While the famous lore of Dracula remains strong there is so much more to Romania to discover. Located in the southeastern half of Central Europe and bordered by Hungary, Serbia, Bulgaria, Ukraine, the Republic of Moldova and the Black Sea, Romania’s history is long and dramatic. The Romania we know today – which includes about 20 million people and spans the size of Oregon – derives from a complicated past beginning with the Dacians in 650 BC who lived in the area known as Transylvania.

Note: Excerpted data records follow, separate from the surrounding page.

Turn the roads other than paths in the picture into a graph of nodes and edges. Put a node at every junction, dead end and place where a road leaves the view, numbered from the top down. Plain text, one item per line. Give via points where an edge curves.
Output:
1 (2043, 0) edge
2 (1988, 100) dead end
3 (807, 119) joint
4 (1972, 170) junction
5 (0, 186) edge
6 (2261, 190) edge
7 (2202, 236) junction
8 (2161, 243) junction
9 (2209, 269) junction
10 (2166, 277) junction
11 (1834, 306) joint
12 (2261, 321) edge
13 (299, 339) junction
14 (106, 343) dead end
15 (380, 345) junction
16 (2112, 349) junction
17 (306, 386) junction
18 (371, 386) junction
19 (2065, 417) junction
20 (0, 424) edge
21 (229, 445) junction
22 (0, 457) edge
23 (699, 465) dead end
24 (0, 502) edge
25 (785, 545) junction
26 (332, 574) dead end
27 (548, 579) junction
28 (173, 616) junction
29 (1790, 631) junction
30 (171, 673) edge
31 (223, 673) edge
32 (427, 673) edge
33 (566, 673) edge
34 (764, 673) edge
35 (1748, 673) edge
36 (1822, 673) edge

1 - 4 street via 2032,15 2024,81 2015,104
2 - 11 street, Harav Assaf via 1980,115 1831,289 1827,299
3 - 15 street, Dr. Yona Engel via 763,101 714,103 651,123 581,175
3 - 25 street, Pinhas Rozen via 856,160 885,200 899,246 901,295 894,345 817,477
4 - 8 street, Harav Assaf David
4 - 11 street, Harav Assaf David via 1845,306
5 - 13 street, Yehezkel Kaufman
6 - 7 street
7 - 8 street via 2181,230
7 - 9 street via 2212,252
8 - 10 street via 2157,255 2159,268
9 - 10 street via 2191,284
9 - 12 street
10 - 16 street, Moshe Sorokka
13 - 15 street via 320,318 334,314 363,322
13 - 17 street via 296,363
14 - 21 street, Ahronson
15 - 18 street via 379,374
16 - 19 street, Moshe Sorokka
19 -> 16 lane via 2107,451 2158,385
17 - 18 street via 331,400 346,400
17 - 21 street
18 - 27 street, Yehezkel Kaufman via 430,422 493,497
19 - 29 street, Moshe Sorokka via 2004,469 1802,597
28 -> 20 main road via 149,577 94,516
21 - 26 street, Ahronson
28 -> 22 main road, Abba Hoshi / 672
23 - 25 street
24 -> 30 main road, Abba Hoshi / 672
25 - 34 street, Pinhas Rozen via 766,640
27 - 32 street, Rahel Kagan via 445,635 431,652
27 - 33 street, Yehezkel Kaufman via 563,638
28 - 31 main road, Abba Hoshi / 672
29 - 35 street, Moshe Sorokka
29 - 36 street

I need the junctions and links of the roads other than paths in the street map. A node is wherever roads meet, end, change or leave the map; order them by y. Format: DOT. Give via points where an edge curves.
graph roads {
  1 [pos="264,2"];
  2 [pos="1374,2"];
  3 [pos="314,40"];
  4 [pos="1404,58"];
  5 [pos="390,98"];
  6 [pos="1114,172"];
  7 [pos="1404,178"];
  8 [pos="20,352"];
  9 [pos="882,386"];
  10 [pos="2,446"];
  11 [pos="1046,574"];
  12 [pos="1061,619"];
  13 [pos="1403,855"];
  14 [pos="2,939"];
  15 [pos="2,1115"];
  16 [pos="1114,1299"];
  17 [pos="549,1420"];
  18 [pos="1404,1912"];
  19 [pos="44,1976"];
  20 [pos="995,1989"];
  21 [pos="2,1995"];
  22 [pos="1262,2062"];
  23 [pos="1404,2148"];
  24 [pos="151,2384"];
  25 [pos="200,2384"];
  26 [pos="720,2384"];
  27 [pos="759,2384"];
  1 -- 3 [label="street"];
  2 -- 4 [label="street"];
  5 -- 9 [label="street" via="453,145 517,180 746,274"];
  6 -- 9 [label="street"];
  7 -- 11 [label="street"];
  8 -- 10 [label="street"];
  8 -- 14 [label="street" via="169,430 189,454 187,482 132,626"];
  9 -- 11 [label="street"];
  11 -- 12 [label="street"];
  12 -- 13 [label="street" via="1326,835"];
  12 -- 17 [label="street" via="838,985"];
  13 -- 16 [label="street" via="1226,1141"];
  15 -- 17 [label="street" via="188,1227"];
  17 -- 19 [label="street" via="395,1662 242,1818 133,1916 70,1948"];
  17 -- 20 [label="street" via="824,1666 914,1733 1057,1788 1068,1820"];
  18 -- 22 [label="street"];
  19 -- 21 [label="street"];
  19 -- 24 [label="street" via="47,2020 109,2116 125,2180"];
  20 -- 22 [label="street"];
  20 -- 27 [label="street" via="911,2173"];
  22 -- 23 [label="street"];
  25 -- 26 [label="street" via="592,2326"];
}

This mountainous country (over a third of Romania is covered in mountains) has witnessed the waves of migration from the Middle Ages to the sometimes violent expansion of the Ottoman Empire to the first formal formation of modern Romania in 1859. With two World Wars, the industrialization and hardship of the Communist era and the 1989 Revolution which would bring communism to its final end, Romania has certainly experienced her share of drama. Today, she remains a peaceful, relatively homogenous country roughly the size of Oregon, awash in culture, history and promise for the future. Quite frankly, Romania is one of the most fascinating places I have ever visited in Europe. There is simply no place quite like it.
Since I just arrived home after a whirlwind tour of Romania, I will leave you with a few pictures to stir your curiosity. The photos below were all taken in the beautiful medieval city of Brasov where we spent most of our time, and I also included a few of the city’s capital Bucharest and the scenic drive through the Transfagarasan which we followed for a nine-hour winding tour through the mountains of Romania on our last day.
Brasov is located in the heart of Transylvania, about a three-hour drive south from Bucharest. Founded in the 13th century on ancient Dacian site by the Saxons, this lovely picturesque town is perhaps one of the most beautiful Medieval cities in all of Romania. Surrounded by lush, tree-covered mountains, you can see how Brasov was the perfect place to build a fortified city centuries ago. You can even still see the remaining walls of the city as well as the tower lookout gates, as you discover all the delightful things that Brasov has to offer.
For the best views of Brasov, either hike to the top of Mount Tampa or take the Communist-era cable car up and you will have a bird’s-eye view of the entire city. It is spectacular.
Brasov is quite different from the expansive capital city, Bucharest, which offers an eclectic mix of part Parisian and Gothic charm save the ugly massive Communist elements.
The Transfagarasan Highway
Then there is the amazing drive along the Transfagarasan Highway that cuts and curves through the highest mountains in Romania through its hair-rising, spellbinding twists and turns. Perhaps one of the only great relics of the Communist Era in Romania.